“The sanctions have ruined my business. In six months I will close down if it goes on like this. We need to see some tangible results,” he said by telephone from the northern city of Rasht.
Iranians are delighted the United States, United Nations and European Union agreed to lift nuclear-related sanctions on Jan. 16 in exchange for Iran curbing its nuclear program.
But many are frustrated not to have seen immediate changes now Iran’s isolation is over and fear the benefits will not be felt for a long time as foreign banks, companies and governments tread carefully for fear of violating residual U.S. sanctions.
“I hope by lifting the sanctions, I will be able to use banks like other civilized countries. My only hope is to be part of the global business community,” said a businessman in the city of Tabriz who gave his name only as Heshmat.
“But still we have a long way to go. I am afraid that if the current situation continues until March, I will have to close my business,” said Heshmat, whose account in a French banks was blocked in early 2013.
The Western sanctions cut off finance from abroad, pushed up the cost of borrowing in Iran and hit many businesses by banning foreign bank transfers. Heshmat got used to bringing in money in thick wads of $100 bills on flights from Turkey and elsewhere.
CASH IN A HANDBAG
Western banks quit Iran after the United States and European Union imposed sanctions on its financial and oil sectors in 2012, making it almost impossible for many middle-class Iranians to transfer money to their children studying abroad.
Many Iranians were unable to open or hold accounts abroad and dual-national Iranians outside their homeland faced problems maintaining their accounts even if they have never transferred money to or from Iran.
Maryam Sadeghian, a middle-class Iranian, said she had felt she would be “reconnected to the outside world” when the nuclear-related sanctions were lifted.
“But my happiness did not last long. I contacted my bank in Munich, where I used to have an account for over a decade to open a new account,” she said. “But the answer was negative. I was told that there was no change of policy.”
For Mohsen Dadpeynia, a former government employee, there has also been disappointment because he cannot yet transfer money easily to his daughter in Italy.
“After my daughter moved to Italy in 2013, it was a nightmare to send her money. I had to find trustworthy black market dealers to transfer money,” he said.
Taraneh Moghaddam, an architect from the central Iranian city of Shiraz, also encountered practices under sanctions that she hopes will now end. She had to go to London in a hurry to retrieve $300,000 in cash in 2013 when her bank called to warn her it would close her account in a week “because you live in Iran.”
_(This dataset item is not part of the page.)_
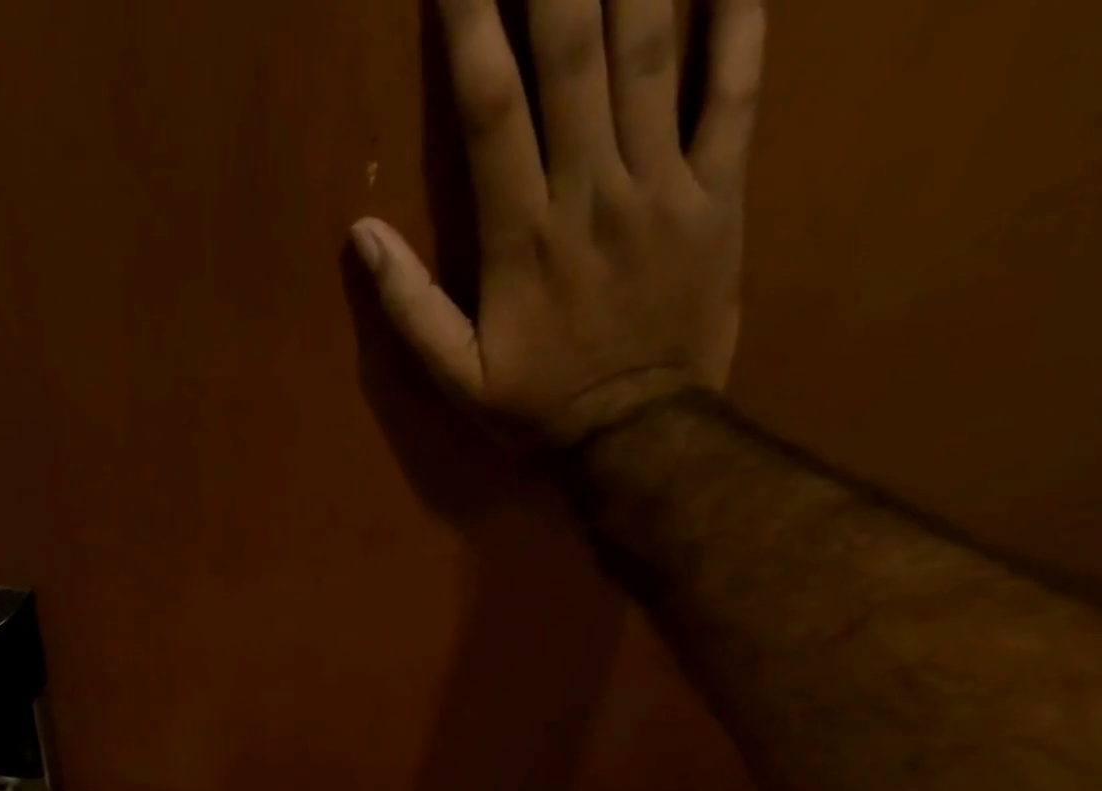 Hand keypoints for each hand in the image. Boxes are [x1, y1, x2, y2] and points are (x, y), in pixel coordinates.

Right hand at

“I was desperate and had to carry the cash in my handbag to Iran,” she said, adding that she was unable to open an account in any other Western bank even though she has joint Iranian-British nationality.
A LONG WAY TO GO
President Hassan Rouhani, who said during his 2013 election campaign that he would boost Iran’s economy, hopes the lifting of sanctions will facilitate Iran’s return to the global oil market and attract much-needed foreign investment.
But expectations of a quick fix are slim, with even the lure of a resource-rich and well educated country of about 80 million people opening up overshadowed by legal uncertainties for many firms and banks.
With many Western export credit agencies also having left Iran, Iranian executives still have problems opening letters of credit, which are vital for trade, with an Iranian address.
“I am happy for my country because of the deal. But it will take months, if not years, until we feel the result,” said a construction executive in the central city of Isfahan.
“The economy cannot be fixed so easily. Years of isolation cannot be ended in a blink of an eye. Those foreign investors just care about their own interests. We should not put our country on sale.”
Some Iranians, however, see hope already in the number of foreign businesses that have made scouting trips to Iran.
“Some foreign companies, seeking to open branches in Tehran, have started to look for offices as well as apartments for their foreign employees who will live in Tehran,” said real estate agent Hamid Afshar in northern Tehran. “Many Iranians prefer foreign tenants because the rent will be in foreign currency.”
Fereshteh Bahrizadeh, 25, is also prepared to put up with the wait for the benefits after the end of Iran’s isolation as he is excited about the prospect of travel abroad becoming easier for Iranians.
“We are not a hostile country any more,” he said. “We want to travel abroad freely and be respected overseas.”